An uncredited review published in Time magazine, June 9, 1967
Barefoot in the Park is one of the few plays to be reincarnated on-screen while playing on the Broadway stage. Happily, it loses little in transition.
Essentially, author Neil Simon has taken a plot as bland as a potato, sliced it into thin bits—and made it as hard to resist as potato chips. Two spoiled young honeymooners (Robert Redford and Jane Fonda) settle into a six-flight walk-up apartment in Greenwich Village. In Ogden Nash's phrase, a little incompatibility is the spice of life, particularly if he has income and she is pattable. And so it proves in Barefoot. The puny pad she has chosen has no heat, no bathtub, and a hole in the skylight.
When Redford remonstrates, Fonda starts sniping - only to agree to a cease-fire when her middle-class mother (Mildred Natwick) arrives. Before long, they are joined by a randy reprobate of a neighbor (Charles Boyer) known as the Bluebeard of Tenth Street. Bluebeard leads the way to an Albanian hash house that serves such delicacies as black salad and ouzo. The foursome eventually wend their way home, whereupon Fonda and Redford drunkenly declare all-out war.
She is a nut, he declares, whose idea of fun is walking barefoot in the park in 17-degree weather. Your laundry arrived, she simpers. They stuffed your shirts beautifully. But if the couple's happiness seems as short as their tempers, their misery is just as temporary. By the final reel they are neck and neck in a race for the bed, and even Natwick and Boyer have found something in common - stomach trouble.
The film is not an original-cast production. Sly substitutions have been
made, notably Fonda for Broadway's Elizabeth Ashley. Jane's performance
is the best of her career: a clever caricature of a sex kitten who can
purr or scratch with equal intensity. Among the tastiest leftovers from
the stage are Redford as the harassed husband and Mildred Natwick,
skittering on the edge of hysteria as she articulates the film's
philosophy to her daughter: Make him feel important. If you do that,
you'll have a happy and wonderful marriage, like two out of every ten
couples.
Labels: comedy, Robert Redford, romance
IMDb 70/100
MetaCritic (critics=55, viewers=68)
RottenTomatoes (critics=81, viewers=79)
Blu-ray
Blogger's comments: Barefoot in the Park is notable for another reason. When Redford asks something like: We're going to be doing this for the next fifty years? and Fonda replies: We're only going to be married for fifty years? it reminded me that exactly half a century later they would star together in Our Souls at Night (2017)

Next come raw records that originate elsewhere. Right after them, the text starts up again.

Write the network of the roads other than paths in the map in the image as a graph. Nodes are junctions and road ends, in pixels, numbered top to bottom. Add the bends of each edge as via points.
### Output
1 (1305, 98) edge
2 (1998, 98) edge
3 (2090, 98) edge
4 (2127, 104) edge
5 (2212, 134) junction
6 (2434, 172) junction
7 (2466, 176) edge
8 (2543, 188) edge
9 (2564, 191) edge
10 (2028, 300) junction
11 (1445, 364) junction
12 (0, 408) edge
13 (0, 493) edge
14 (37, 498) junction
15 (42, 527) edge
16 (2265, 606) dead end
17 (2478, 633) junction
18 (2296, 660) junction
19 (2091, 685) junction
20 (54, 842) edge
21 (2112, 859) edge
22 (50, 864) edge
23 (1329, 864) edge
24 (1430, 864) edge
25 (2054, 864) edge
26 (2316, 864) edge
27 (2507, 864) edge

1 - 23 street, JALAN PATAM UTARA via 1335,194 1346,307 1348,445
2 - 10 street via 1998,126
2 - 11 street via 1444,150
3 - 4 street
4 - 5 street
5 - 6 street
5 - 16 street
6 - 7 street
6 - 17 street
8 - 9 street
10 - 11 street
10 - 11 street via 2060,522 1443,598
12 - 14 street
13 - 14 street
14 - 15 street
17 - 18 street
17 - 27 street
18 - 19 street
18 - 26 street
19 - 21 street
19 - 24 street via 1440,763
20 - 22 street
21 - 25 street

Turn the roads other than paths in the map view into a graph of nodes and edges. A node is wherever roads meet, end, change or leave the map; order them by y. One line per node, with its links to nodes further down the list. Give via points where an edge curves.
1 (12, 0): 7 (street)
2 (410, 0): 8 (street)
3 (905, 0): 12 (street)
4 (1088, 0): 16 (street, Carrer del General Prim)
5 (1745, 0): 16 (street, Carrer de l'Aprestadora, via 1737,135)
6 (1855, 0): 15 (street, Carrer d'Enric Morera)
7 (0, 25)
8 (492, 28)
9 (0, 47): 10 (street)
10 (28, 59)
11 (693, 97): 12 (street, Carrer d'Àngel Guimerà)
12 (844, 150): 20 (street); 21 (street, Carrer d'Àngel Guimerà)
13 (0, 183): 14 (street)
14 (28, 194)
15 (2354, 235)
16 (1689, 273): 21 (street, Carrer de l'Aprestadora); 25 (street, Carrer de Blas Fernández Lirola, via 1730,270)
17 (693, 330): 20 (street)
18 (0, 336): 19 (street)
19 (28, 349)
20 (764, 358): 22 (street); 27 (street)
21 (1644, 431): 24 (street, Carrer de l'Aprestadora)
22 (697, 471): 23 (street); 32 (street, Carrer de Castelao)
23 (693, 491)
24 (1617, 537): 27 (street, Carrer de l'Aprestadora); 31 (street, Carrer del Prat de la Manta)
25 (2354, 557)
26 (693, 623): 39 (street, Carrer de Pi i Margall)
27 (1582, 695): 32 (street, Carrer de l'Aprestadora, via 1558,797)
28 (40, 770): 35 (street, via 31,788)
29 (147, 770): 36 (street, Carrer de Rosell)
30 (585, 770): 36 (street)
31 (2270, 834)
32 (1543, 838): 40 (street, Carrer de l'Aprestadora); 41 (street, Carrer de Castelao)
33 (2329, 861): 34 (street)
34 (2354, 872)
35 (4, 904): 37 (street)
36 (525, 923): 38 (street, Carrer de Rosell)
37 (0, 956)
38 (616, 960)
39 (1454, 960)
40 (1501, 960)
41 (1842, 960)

and she would say in an interview that she had fallen in love with him
so deeply that she would look into his eyes and forget her lines. And I
can see that passion in the intensity of her performance.
And
there's something else that most viewers will not see. The opening
scene of the film is at the Plaza Hotel in New York City, where they get
out of their horse-drawn carriage and enter the hotel to begin their
week-long honeymoon. The same Plaza Hotel setting is used six years
later in the final scene of the Redford - Streisand film The Way We Were (1973).